Hypothetical Performance Scenarios
 
Tables 26, 27 and 28 present additional information as of March 31, 2009 for our investments in Alt-A and subprime private-label mortgage-related securities, reported based on half-year vintages for securities we hold that were issued during the years 2005 to 2008. The securities within each reported half-year vintage are stratified by credit enhancement quartile. The 2006 and 2007 vintages of loans underlying these securities have experienced significantly higher delinquency rates than other vintages. Accordingly, the year of issuance or origination of the collateral underlying these securities is a significant factor in projecting expected cash flow performance and evaluating the ongoing credit performance. The credit enhancement quartiles presented range from the lowest level of credit enhancement to the highest.
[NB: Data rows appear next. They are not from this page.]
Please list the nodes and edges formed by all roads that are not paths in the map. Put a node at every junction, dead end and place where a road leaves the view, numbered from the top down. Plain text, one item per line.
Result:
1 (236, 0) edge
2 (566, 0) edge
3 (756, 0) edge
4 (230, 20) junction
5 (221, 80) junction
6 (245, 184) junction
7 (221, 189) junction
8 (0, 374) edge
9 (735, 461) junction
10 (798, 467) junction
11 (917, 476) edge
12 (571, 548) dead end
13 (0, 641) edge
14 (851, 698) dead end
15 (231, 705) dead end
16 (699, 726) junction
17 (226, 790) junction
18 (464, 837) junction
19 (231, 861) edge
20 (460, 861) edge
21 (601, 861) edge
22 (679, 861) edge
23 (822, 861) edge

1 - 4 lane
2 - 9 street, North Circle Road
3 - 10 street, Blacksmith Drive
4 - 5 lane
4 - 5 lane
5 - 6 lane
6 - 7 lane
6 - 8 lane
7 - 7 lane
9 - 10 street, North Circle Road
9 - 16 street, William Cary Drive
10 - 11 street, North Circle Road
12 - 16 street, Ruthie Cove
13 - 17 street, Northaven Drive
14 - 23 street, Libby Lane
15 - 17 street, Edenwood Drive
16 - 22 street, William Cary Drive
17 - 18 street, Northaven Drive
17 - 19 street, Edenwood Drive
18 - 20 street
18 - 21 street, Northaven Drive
A higher level of credit enhancement generally reduces the exposure to loss.
 
We have disclosed for information purposes the net present value of projected losses (“NPV”) of our securities under four hypothetical scenarios, which assume specific cumulative constant default and loss severity rates against the loans underlying our Alt-A and subprime private-label securities. The projected loss results under these scenarios are calculated based on the projected cash flows from each security and include the following additional key assumptions: (i) discount rate, (ii) expected constant prepayment rates (“CPR”) and (iii) average life of the securities. These scenarios assume a discount rate based on the London Interbank Offered Rate (“LIBOR”) and constant default and loss severity rates experienced over a six-year period. We assume CPRs of 15% for our Alt-A securities and 10% to 15% for our subprime securities, which vary in each scenario based on the loan age. A CPR of 15% indicates that for each period, 15% of the remaining unpaid principal balance of the loans underlying the security will be paid off each year.
 
We also disclose the difference between the unpaid principal balance and the fair value for those securities that would be in a loss position under each hypothetical stress scenario. Assuming the actual default and loss severities associated with our Alt-A and subprime securities classified as available-for-sale approximate the default and severities presented in the hypothetical scenarios, we would expect that the other-than-temporary impairment that we may recognize on these securities would approximate the difference between the NPV of projected losses and the fair value.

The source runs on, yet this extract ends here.